Turning a webcam into an infrared camera

Turning a webcam into an infrared cameraThe sensors in digital cameras pick up more than just visible light. They pick up a lot of infrared too, that's light below red that we're not able to detect with our eyes.

This can make pictures look funny, so manufacturers add a filter to block the infrared and give you a more natural image. Actually the filters don't do a perfect job and if you fire a TV remote control at your camera phone you should see it light up on the screen.

All this means you can have a bit of fun with your old web cam. You can remove the infrared filter then add a visible light filter so your webcam only sees infrared!

There are loads of different makes of webcam but most of them have a bit that looks like this:

Turning a webcam into an infrared camera

It's the lens assembly. The end you can see is the end that sticks out of the webcam. At the other end is the IR filter.

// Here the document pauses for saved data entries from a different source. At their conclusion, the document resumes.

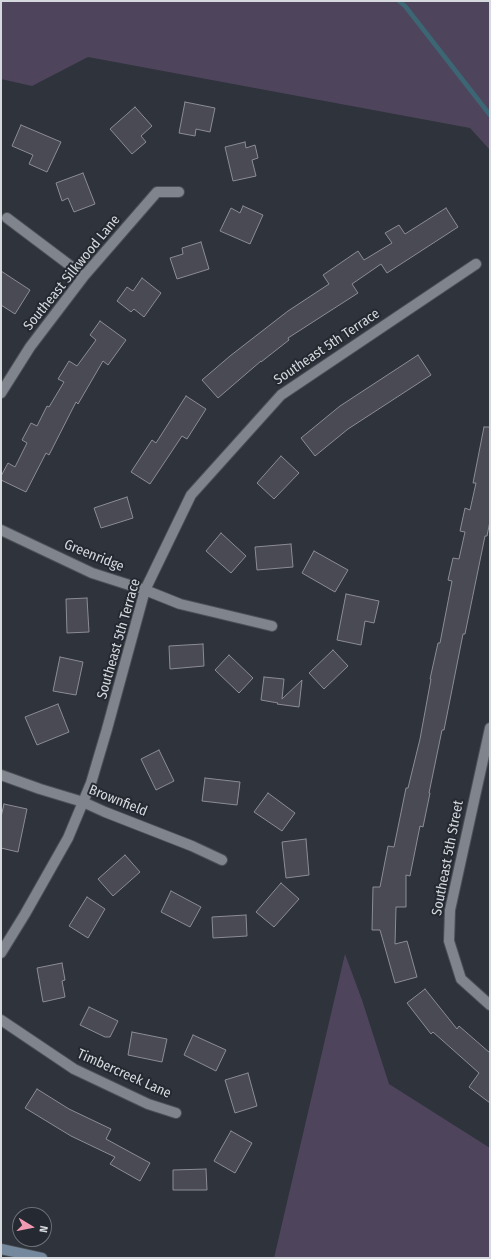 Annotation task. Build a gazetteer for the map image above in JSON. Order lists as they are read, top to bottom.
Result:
{
  "streets": {
    "street": [
      "Southeast Silkwood Lane",
      "Southeast 5th Terrace",
      "Greenridge",
      "Brownfield",
      "Southeast 5th Street",
      "Timbercreek Lane"
    ]
  },
  "crossings": [
    ["Southeast 5th Terrace", "Greenridge"],
    ["Southeast 5th Terrace", "Brownfield"]
  ],
  "north": "right"
}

I was able to slice off about 1mm from the end to release the filter using a stanley knife:

Turning a webcam into an infrared camera

Then it just screws back into place.

So now you're letting in the infrared all you have to do is block out the visible. You can buy a special filter for the job, or (thanks to Alby Reid) you can cross two polarising filters because these generally only block out visible light. Try the lenses from a pair of 3D glasses (with ReadD branded glasses you'll need to flip them around in all different combination until you find the one that blocks light. That's because they filter circularly polarised light and are a little more complicated than straight polarisers) Here's my setup:

Turning a webcam into an infrared camera

For a while I wasn't seeing anything, just a black screen. Then I realised all the light in room was from energy saving lightbulbs which give off no infrared. I switched to an old style incandescent bulb and the room lit up!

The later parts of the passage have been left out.